--- WORK TASK ---
Starting with the line that has "I need the junctions", retype each line down to the end of the entries below, without leaving any out or adding any.

----- DATASET EXTRACT

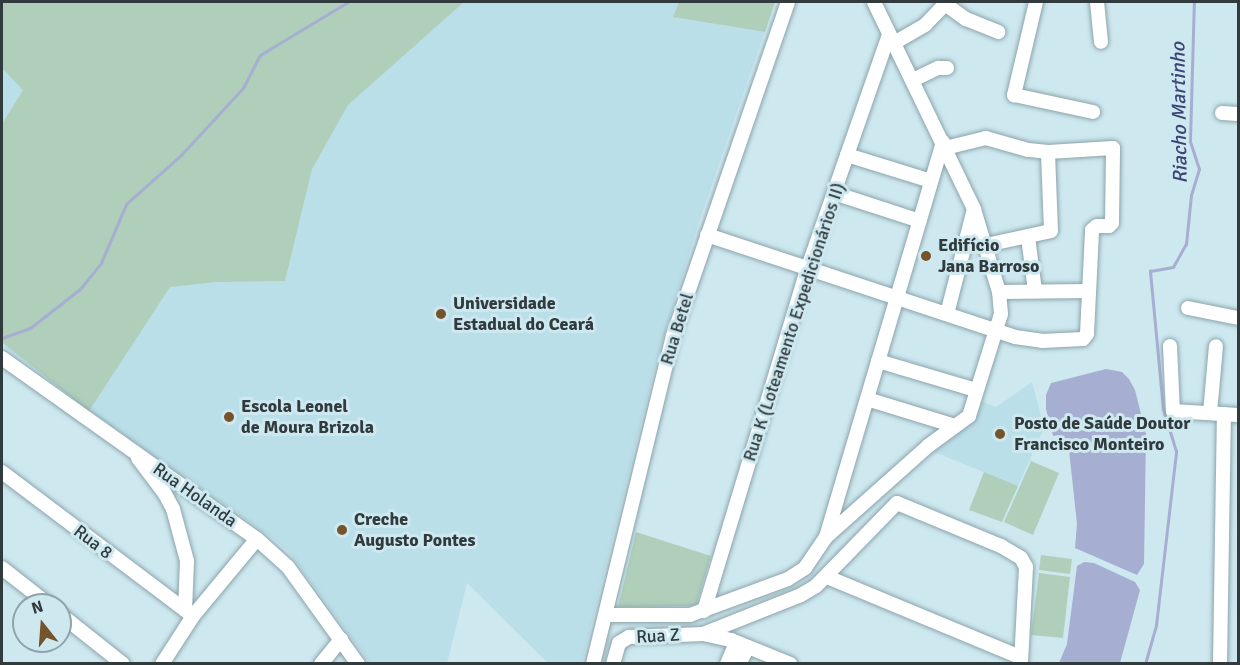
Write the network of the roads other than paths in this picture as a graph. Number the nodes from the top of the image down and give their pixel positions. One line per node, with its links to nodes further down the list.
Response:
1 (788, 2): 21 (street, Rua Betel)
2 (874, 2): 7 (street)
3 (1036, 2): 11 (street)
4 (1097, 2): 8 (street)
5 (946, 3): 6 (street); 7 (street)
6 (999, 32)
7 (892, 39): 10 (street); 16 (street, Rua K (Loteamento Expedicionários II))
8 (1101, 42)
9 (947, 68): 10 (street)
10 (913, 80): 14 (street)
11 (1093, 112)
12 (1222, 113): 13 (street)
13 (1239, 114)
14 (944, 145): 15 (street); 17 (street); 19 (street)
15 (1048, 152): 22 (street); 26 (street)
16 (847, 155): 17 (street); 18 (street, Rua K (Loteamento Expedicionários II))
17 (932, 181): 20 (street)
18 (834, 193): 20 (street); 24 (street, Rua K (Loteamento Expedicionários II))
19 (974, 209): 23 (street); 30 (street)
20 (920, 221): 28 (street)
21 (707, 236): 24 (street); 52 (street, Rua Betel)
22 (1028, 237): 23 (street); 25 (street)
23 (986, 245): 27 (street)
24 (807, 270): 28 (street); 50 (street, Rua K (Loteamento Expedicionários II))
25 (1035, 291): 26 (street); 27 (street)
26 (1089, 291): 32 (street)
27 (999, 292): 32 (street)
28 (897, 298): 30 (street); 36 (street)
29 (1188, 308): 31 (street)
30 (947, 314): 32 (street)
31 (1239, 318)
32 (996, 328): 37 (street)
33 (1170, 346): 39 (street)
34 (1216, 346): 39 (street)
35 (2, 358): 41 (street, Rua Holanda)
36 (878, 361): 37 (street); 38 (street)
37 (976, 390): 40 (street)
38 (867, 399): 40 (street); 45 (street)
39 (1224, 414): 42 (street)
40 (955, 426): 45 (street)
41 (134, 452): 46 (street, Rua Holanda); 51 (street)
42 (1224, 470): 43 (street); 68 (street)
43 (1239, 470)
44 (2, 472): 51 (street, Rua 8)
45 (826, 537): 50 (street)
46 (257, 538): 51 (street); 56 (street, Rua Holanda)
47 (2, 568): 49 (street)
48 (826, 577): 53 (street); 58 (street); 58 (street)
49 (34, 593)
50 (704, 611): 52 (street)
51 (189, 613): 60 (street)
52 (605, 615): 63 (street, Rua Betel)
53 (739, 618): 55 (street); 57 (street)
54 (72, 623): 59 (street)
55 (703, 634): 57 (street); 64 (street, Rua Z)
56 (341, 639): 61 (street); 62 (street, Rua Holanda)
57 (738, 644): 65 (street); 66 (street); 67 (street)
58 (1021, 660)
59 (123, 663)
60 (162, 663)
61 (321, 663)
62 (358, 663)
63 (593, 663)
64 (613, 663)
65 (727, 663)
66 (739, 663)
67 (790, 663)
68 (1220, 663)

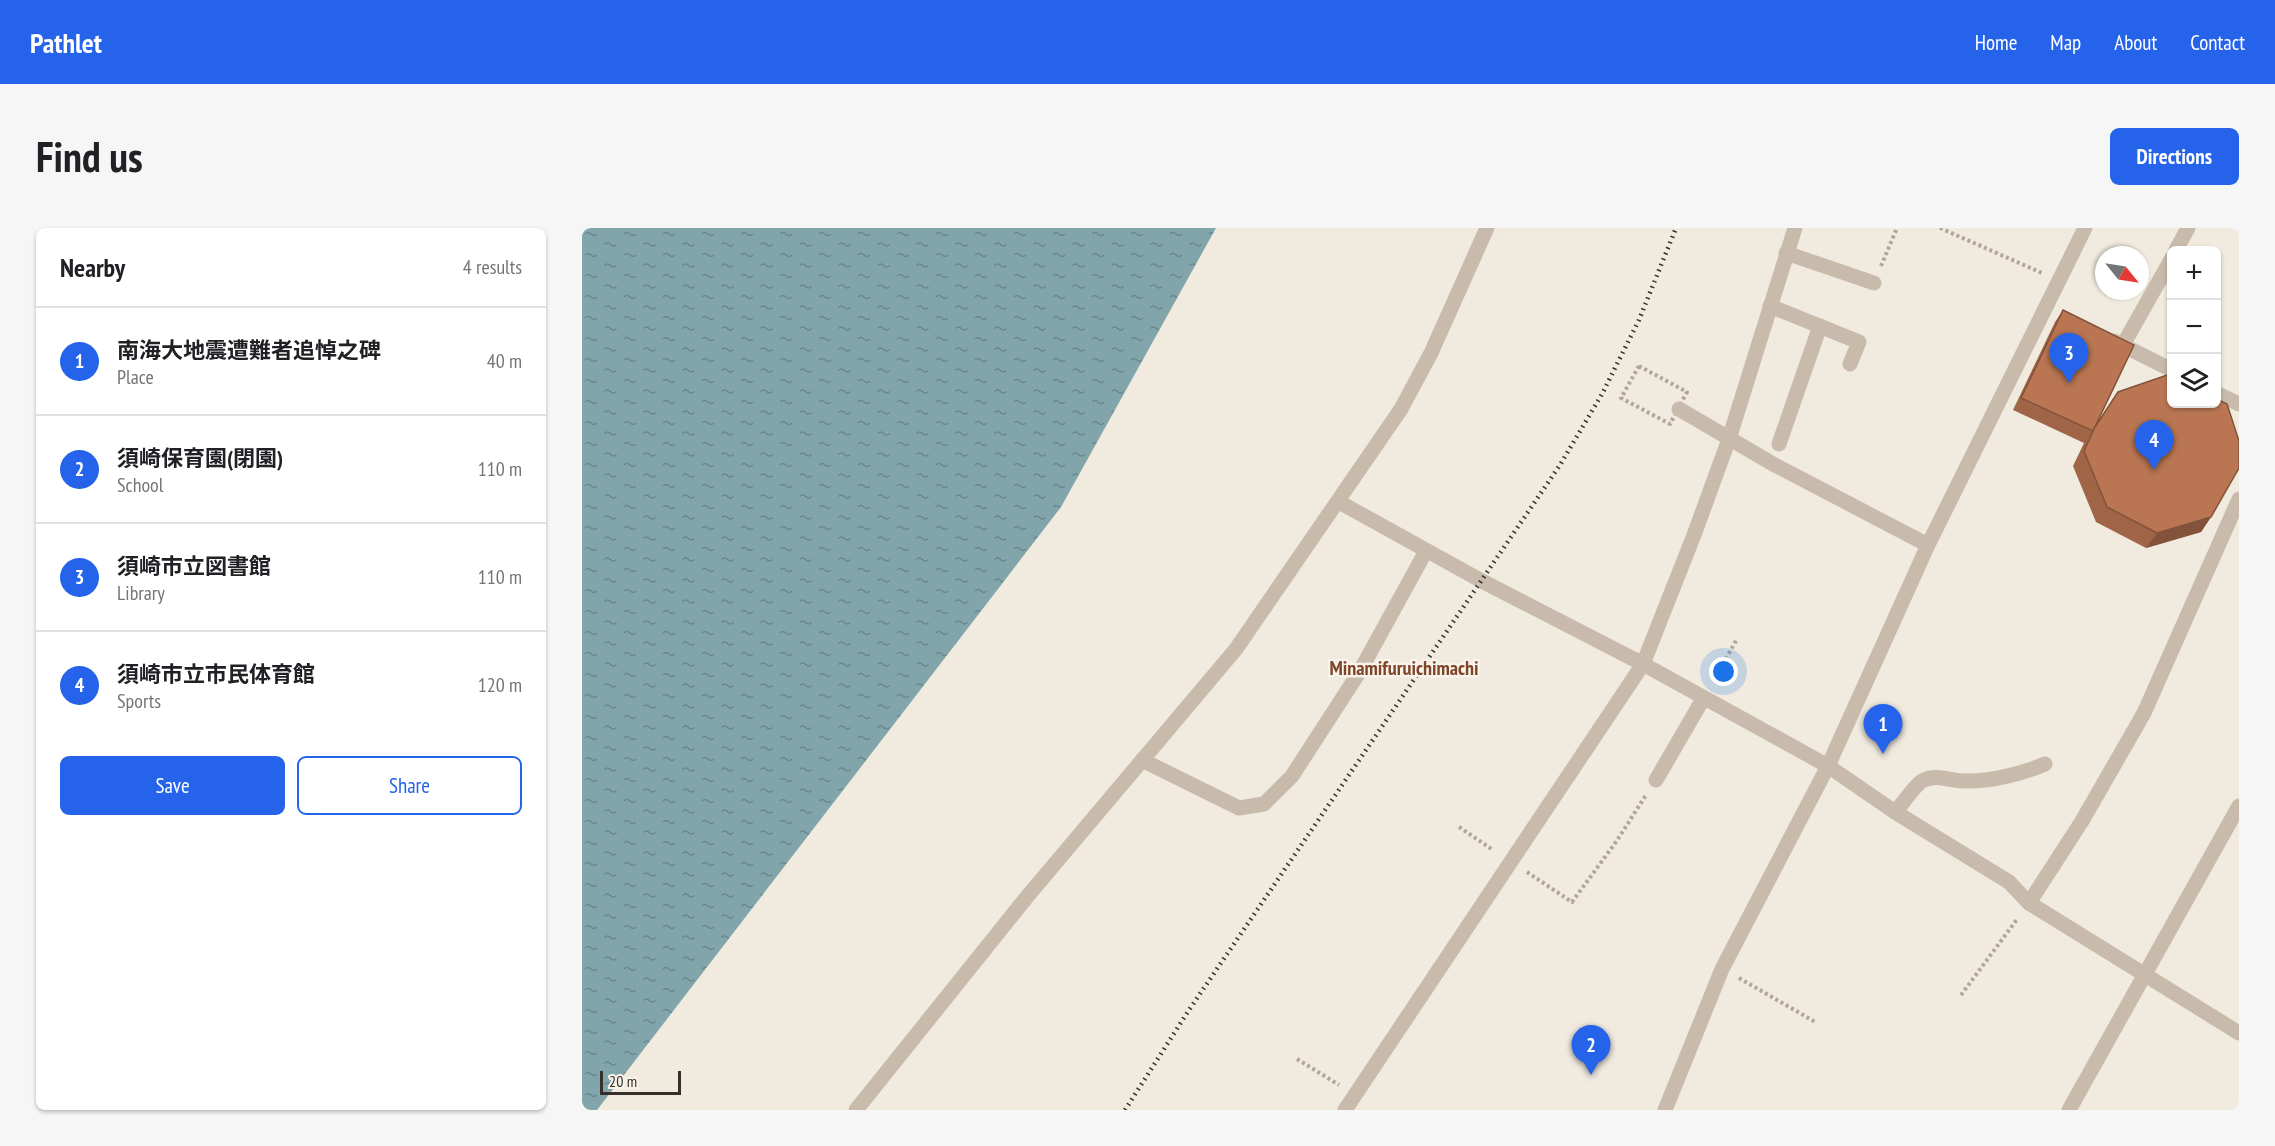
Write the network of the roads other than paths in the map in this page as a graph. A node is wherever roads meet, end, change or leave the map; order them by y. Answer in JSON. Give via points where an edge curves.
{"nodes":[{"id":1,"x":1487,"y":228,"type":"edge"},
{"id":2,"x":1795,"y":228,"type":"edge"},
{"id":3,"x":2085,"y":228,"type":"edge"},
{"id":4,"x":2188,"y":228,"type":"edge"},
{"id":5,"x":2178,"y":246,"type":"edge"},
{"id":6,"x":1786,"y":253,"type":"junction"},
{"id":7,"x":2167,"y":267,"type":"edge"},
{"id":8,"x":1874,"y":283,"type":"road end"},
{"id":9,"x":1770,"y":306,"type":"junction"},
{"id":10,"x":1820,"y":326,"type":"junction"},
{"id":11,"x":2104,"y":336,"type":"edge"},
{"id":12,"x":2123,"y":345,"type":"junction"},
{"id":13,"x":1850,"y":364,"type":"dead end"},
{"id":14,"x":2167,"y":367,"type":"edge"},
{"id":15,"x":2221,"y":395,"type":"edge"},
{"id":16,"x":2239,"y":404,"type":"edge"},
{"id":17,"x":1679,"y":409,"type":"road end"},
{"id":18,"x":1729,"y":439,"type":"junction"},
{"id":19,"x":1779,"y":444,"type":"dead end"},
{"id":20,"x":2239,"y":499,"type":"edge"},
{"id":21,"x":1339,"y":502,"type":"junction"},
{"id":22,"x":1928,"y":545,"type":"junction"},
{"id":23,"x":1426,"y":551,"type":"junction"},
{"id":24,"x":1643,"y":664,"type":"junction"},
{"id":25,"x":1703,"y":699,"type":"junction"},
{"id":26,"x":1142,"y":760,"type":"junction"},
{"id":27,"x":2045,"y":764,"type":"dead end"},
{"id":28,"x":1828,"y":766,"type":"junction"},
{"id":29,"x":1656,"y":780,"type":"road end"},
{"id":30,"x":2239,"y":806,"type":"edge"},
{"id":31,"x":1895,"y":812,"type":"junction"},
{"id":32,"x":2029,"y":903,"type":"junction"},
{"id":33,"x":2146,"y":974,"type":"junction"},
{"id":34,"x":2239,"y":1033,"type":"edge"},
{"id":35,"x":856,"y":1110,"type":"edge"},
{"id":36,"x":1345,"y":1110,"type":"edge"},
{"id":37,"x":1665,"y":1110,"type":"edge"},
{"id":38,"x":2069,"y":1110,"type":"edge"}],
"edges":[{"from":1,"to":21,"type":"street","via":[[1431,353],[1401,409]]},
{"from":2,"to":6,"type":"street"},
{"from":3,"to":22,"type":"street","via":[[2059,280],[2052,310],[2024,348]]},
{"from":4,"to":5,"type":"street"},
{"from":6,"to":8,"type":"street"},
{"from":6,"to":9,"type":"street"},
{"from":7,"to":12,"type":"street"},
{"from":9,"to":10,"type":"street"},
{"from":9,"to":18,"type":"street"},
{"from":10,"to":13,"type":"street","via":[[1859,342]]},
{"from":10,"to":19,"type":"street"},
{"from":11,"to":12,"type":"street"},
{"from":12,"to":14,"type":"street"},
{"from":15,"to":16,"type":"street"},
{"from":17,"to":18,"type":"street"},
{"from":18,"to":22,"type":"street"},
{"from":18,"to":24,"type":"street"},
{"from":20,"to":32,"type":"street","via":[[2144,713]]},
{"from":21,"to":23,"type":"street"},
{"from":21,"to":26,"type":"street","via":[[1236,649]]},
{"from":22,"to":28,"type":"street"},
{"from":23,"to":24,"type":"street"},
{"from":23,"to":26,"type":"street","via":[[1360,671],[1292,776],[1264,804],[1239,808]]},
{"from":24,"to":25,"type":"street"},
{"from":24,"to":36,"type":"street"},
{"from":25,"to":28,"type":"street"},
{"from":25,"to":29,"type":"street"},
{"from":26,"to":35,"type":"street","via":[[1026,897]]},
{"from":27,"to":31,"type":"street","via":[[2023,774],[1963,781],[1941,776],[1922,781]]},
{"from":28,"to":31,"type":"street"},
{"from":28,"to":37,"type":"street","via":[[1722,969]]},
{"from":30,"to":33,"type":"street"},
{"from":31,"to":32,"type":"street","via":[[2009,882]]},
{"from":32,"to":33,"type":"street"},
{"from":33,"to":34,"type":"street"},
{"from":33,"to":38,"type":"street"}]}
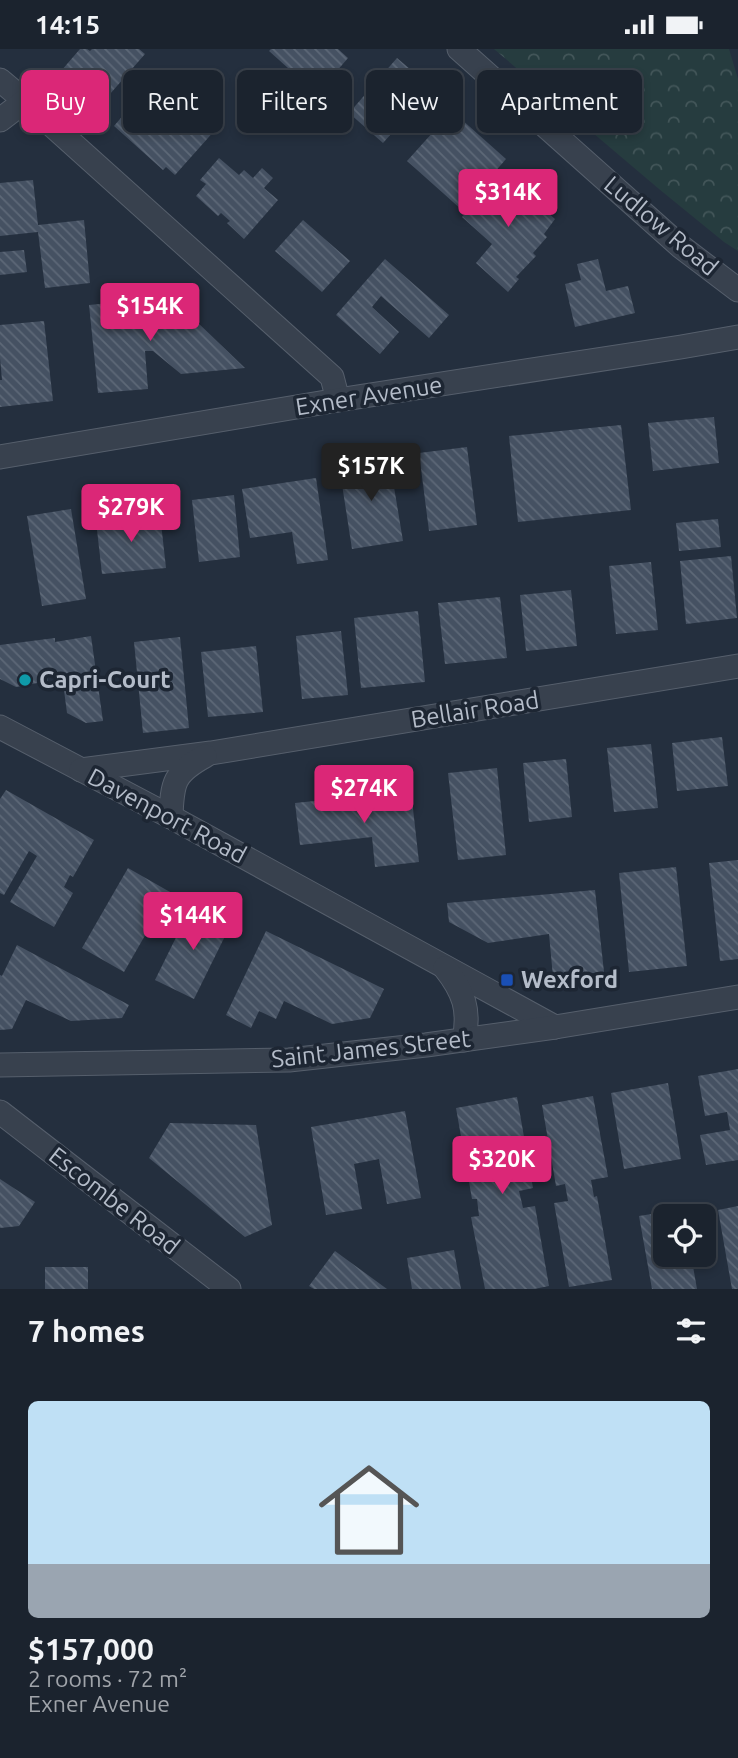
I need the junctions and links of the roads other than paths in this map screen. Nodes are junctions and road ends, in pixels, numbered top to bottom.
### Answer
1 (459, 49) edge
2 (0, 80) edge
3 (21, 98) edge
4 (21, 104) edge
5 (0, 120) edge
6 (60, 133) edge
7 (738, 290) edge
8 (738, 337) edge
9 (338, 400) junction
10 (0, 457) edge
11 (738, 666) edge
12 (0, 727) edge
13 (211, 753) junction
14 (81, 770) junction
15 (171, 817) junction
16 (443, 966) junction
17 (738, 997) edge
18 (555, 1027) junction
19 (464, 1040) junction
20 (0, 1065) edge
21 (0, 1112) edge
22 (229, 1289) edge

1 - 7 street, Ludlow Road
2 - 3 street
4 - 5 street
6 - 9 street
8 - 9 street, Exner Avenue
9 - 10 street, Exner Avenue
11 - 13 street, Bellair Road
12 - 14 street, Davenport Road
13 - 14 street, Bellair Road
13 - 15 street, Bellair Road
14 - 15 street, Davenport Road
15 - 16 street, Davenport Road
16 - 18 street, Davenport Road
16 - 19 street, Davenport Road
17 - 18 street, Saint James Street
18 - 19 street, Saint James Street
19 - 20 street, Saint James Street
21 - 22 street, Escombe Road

----------

--- RESPONSE BELOW ---
I need the junctions and links of the roads other than paths in this map screen. Nodes are junctions and road ends, in pixels, numbered top to bottom.
### Answer
1 (459, 49) edge
2 (0, 80) edge
3 (21, 98) edge
4 (21, 104) edge
5 (0, 120) edge
6 (60, 133) edge
7 (738, 290) edge
8 (738, 337) edge
9 (338, 400) junction
10 (0, 457) edge
11 (738, 666) edge
12 (0, 727) edge
13 (211, 753) junction
14 (81, 770) junction
15 (171, 817) junction
16 (443, 966) junction
17 (738, 997) edge
18 (555, 1027) junction
19 (464, 1040) junction
20 (0, 1065) edge
21 (0, 1112) edge
22 (229, 1289) edge

1 - 7 street, Ludlow Road
2 - 3 street
4 - 5 street
6 - 9 street
8 - 9 street, Exner Avenue
9 - 10 street, Exner Avenue
11 - 13 street, Bellair Road
12 - 14 street, Davenport Road
13 - 14 street, Bellair Road
13 - 15 street, Bellair Road
14 - 15 street, Davenport Road
15 - 16 street, Davenport Road
16 - 18 street, Davenport Road
16 - 19 street, Davenport Road
17 - 18 street, Saint James Street
18 - 19 street, Saint James Street
19 - 20 street, Saint James Street
21 - 22 street, Escombe Road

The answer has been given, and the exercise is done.